Com Bruna Lima, Edoardo Ghirotto, Eduardo Barretto e Lucas Marchesini

Para a população, Bolsonaro lida mal com inflação, emprego e pandemia

Diagnóstico foi revelado em pesquisa da Quaest sobre a popularidade do presidente e a eleição neste ano

atualizado 12/01/2022 9:55

Jair Bolsonaro máscaraIgo Estrela/Metrópoles

A forma como o presidente Jair Bolsonaro lida com a inflação é desaprovada por 80% dos entrevistados em pesquisa da Quaest e da Genial Investimentos divulgada nesta quarta-feira.

O ano passado teve o maior aumento de preços medido pelo IPCA desde 2015. A inflação oficial calculada pelo Instituto Brasileiro de Geografia e Estatística foi de 10,06%, bem acima do teto da meta fixada pelo Conselho Monetário Nacional, de 5,25%.

O combate à Covid-19 tem a segunda maior desaprovação, com 63%, empatado com a geração de empregos.

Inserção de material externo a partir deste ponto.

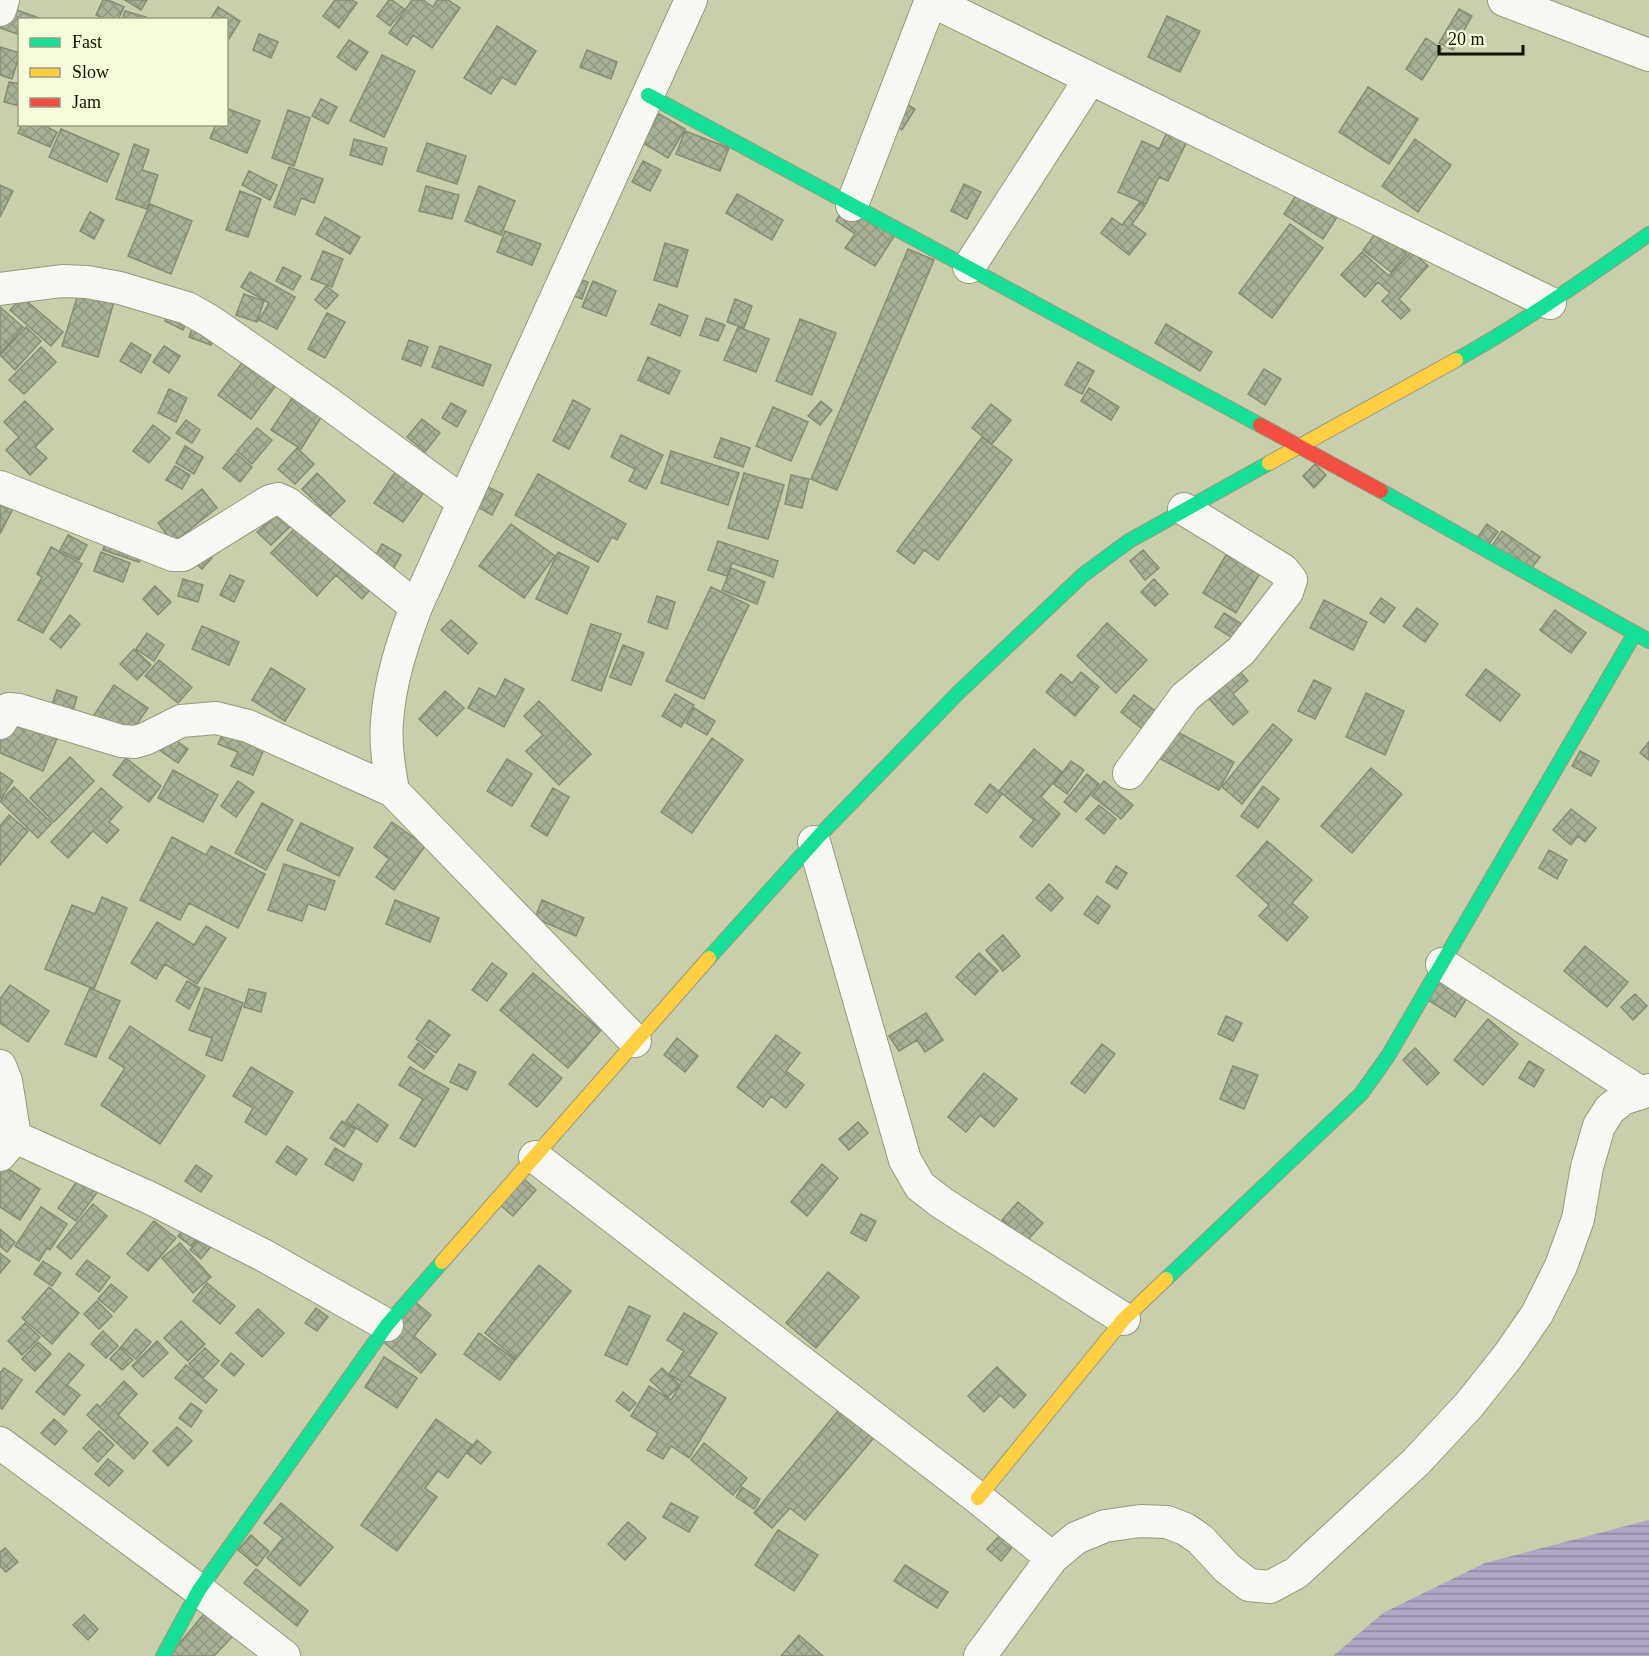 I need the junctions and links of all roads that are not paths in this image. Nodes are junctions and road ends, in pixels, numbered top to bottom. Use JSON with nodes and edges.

A preocupação com a pandemia voltou a crescer. A questão apareceu como o principal problema do país para 28% dos entrevistados na pesquisa. Esse percentual era de 19% em dezembro.

Entre os dois momentos houve um grande crescimento nos novos casos da doença na esteira das festas de fim de ano e na expansão da variante Ômicron, mais transmissível.

Ao mesmo tempo, houve um apagão dos dados oficiais após um ataque hacker no Ministério da Saúde na primeira metade de dezembro e a incapacidade da pasta de rapidamente restabelecer o acesso às informações.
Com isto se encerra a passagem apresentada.